> **RECORDS SHOWN**

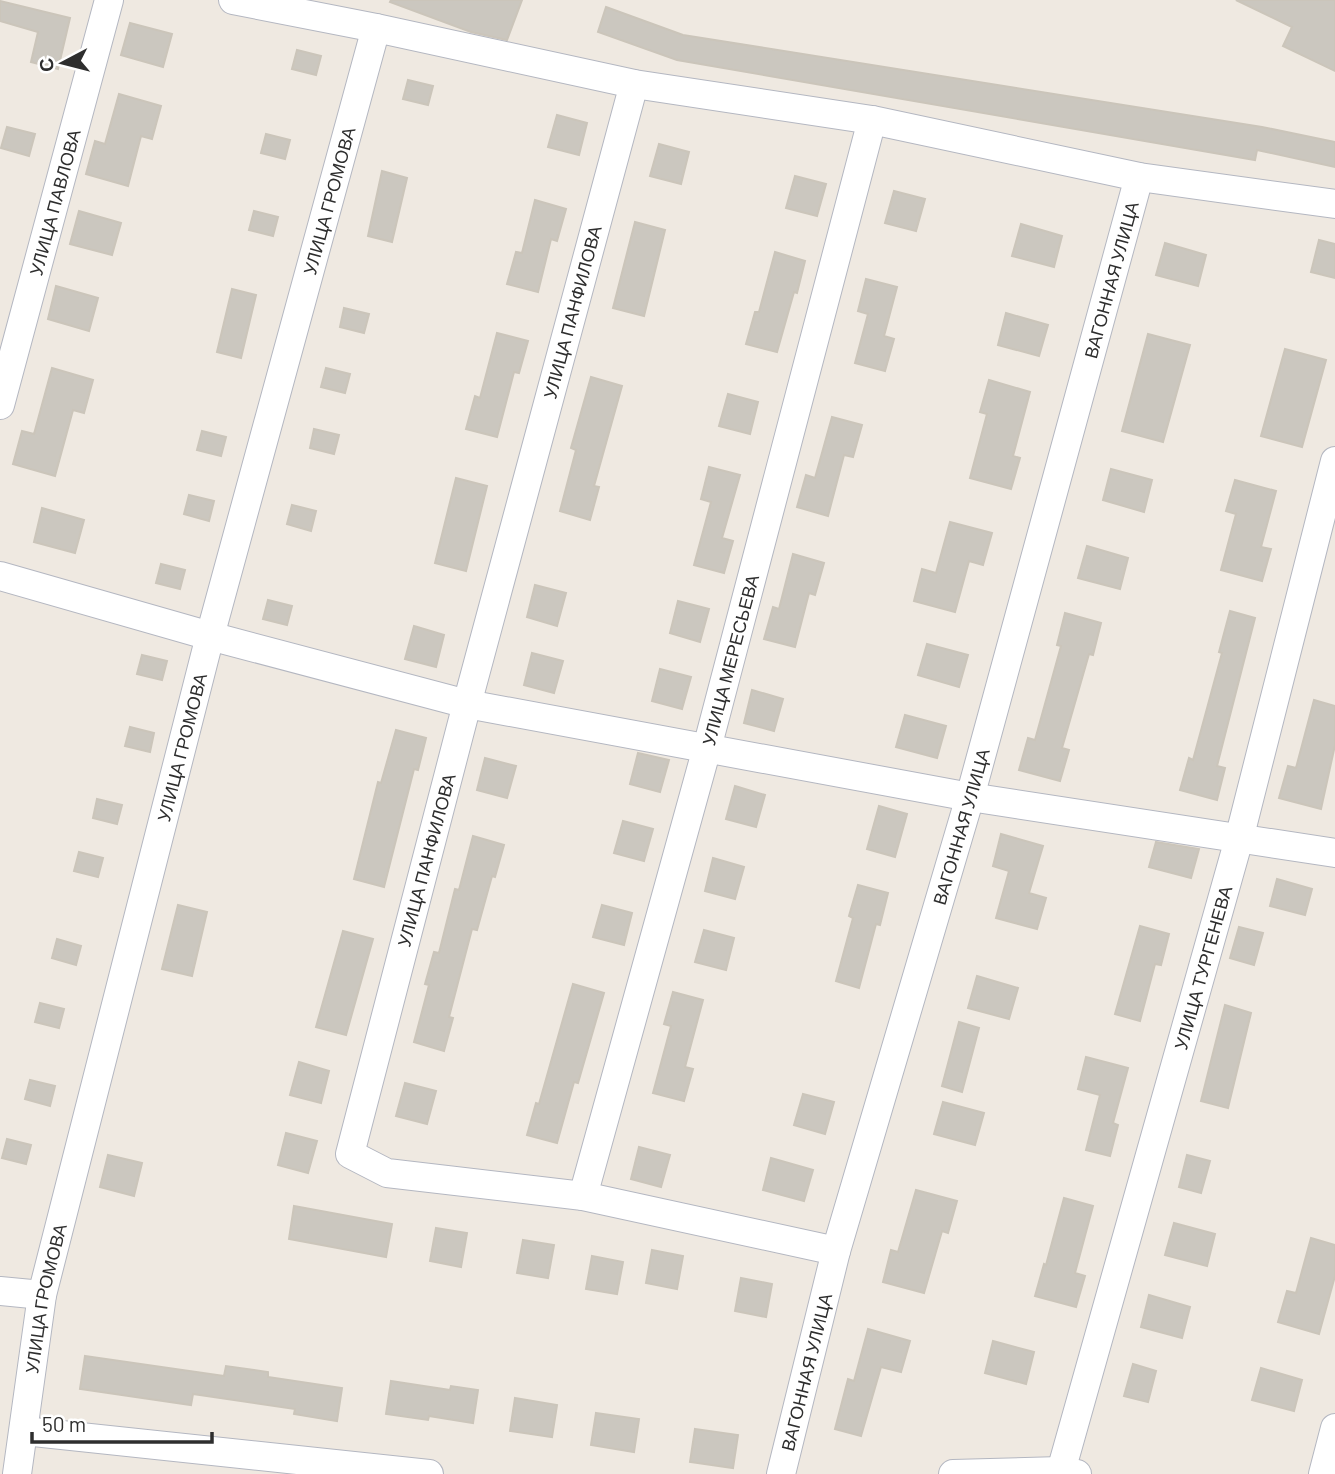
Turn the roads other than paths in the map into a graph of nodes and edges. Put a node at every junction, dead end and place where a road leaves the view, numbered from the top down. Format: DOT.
graph roads {
  1 [pos="109,0"];
  2 [pos="233,0"];
  3 [pos="376,28"];
  4 [pos="634,84"];
  5 [pos="872,120"];
  6 [pos="1139,177"];
  7 [pos="1335,204"];
  8 [pos="0,405"];
  9 [pos="1335,461"];
  10 [pos="0,576"];
  11 [pos="209,636"];
  12 [pos="467,704"];
  13 [pos="707,748"];
  14 [pos="970,797"];
  15 [pos="1239,839"];
  16 [pos="1335,853"];
  17 [pos="583,1196"];
  18 [pos="836,1251"];
  19 [pos="0,1291"];
  20 [pos="42,1295"];
  21 [pos="1335,1428"];
  22 [pos="24,1431"];
  23 [pos="1069,1473"];
  24 [pos="17,1474"];
  25 [pos="429,1474"];
  26 [pos="781,1474"];
  27 [pos="953,1474"];
  28 [pos="1323,1474"];
  1 -- 8 [label="street, УЛИЦА ПАВЛОВА"];
  2 -- 3 [label="street"];
  3 -- 4 [label="street"];
  3 -- 11 [label="street, УЛИЦА ГРОМОВА"];
  4 -- 5 [label="street"];
  4 -- 12 [label="street, УЛИЦА ПАНФИЛОВА"];
  5 -- 6 [label="street"];
  5 -- 13 [label="street, УЛИЦА МЕРЕСЬЕВА"];
  6 -- 7 [label="street"];
  6 -- 14 [label="street, ВАГОННАЯ УЛИЦА"];
  9 -- 15 [label="street, УЛИЦА ТУРГЕНЕВА"];
  10 -- 11 [label="street"];
  11 -- 12 [label="street"];
  11 -- 20 [label="street, УЛИЦА ГРОМОВА"];
  12 -- 13 [label="street"];
  12 -- 17 [label="street, УЛИЦА ПАНФИЛОВА"];
  13 -- 14 [label="street"];
  13 -- 17 [label="street, УЛИЦА МЕРЕСЬЕВА"];
  14 -- 15 [label="street"];
  14 -- 18 [label="street, ВАГОННАЯ УЛИЦА"];
  15 -- 16 [label="street"];
  15 -- 23 [label="street, УЛИЦА ТУРГЕНЕВА"];
  17 -- 18 [label="street, УЛИЦА ПАНФИЛОВА"];
  18 -- 26 [label="street, ВАГОННАЯ УЛИЦА"];
  19 -- 20 [label="street"];
  20 -- 22 [label="street, УЛИЦА ГРОМОВА"];
  21 -- 28 [label="street"];
  22 -- 24 [label="street, УЛИЦА ГРОМОВА"];
  22 -- 25 [label="street"];
  23 -- 27 [label="street"];
}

> **ACTIVITY**
For this exercise, print all of the entries exactly as they appear, but without pictures.

> **TASK RESULT**
Turn the roads other than paths in the map into a graph of nodes and edges. Put a node at every junction, dead end and place where a road leaves the view, numbered from the top down. Format: DOT.
graph roads {
  1 [pos="109,0"];
  2 [pos="233,0"];
  3 [pos="376,28"];
  4 [pos="634,84"];
  5 [pos="872,120"];
  6 [pos="1139,177"];
  7 [pos="1335,204"];
  8 [pos="0,405"];
  9 [pos="1335,461"];
  10 [pos="0,576"];
  11 [pos="209,636"];
  12 [pos="467,704"];
  13 [pos="707,748"];
  14 [pos="970,797"];
  15 [pos="1239,839"];
  16 [pos="1335,853"];
  17 [pos="583,1196"];
  18 [pos="836,1251"];
  19 [pos="0,1291"];
  20 [pos="42,1295"];
  21 [pos="1335,1428"];
  22 [pos="24,1431"];
  23 [pos="1069,1473"];
  24 [pos="17,1474"];
  25 [pos="429,1474"];
  26 [pos="781,1474"];
  27 [pos="953,1474"];
  28 [pos="1323,1474"];
  1 -- 8 [label="street, УЛИЦА ПАВЛОВА"];
  2 -- 3 [label="street"];
  3 -- 4 [label="street"];
  3 -- 11 [label="street, УЛИЦА ГРОМОВА"];
  4 -- 5 [label="street"];
  4 -- 12 [label="street, УЛИЦА ПАНФИЛОВА"];
  5 -- 6 [label="street"];
  5 -- 13 [label="street, УЛИЦА МЕРЕСЬЕВА"];
  6 -- 7 [label="street"];
  6 -- 14 [label="street, ВАГОННАЯ УЛИЦА"];
  9 -- 15 [label="street, УЛИЦА ТУРГЕНЕВА"];
  10 -- 11 [label="street"];
  11 -- 12 [label="street"];
  11 -- 20 [label="street, УЛИЦА ГРОМОВА"];
  12 -- 13 [label="street"];
  12 -- 17 [label="street, УЛИЦА ПАНФИЛОВА"];
  13 -- 14 [label="street"];
  13 -- 17 [label="street, УЛИЦА МЕРЕСЬЕВА"];
  14 -- 15 [label="street"];
  14 -- 18 [label="street, ВАГОННАЯ УЛИЦА"];
  15 -- 16 [label="street"];
  15 -- 23 [label="street, УЛИЦА ТУРГЕНЕВА"];
  17 -- 18 [label="street, УЛИЦА ПАНФИЛОВА"];
  18 -- 26 [label="street, ВАГОННАЯ УЛИЦА"];
  19 -- 20 [label="street"];
  20 -- 22 [label="street, УЛИЦА ГРОМОВА"];
  21 -- 28 [label="street"];
  22 -- 24 [label="street, УЛИЦА ГРОМОВА"];
  22 -- 25 [label="street"];
  23 -- 27 [label="street"];
}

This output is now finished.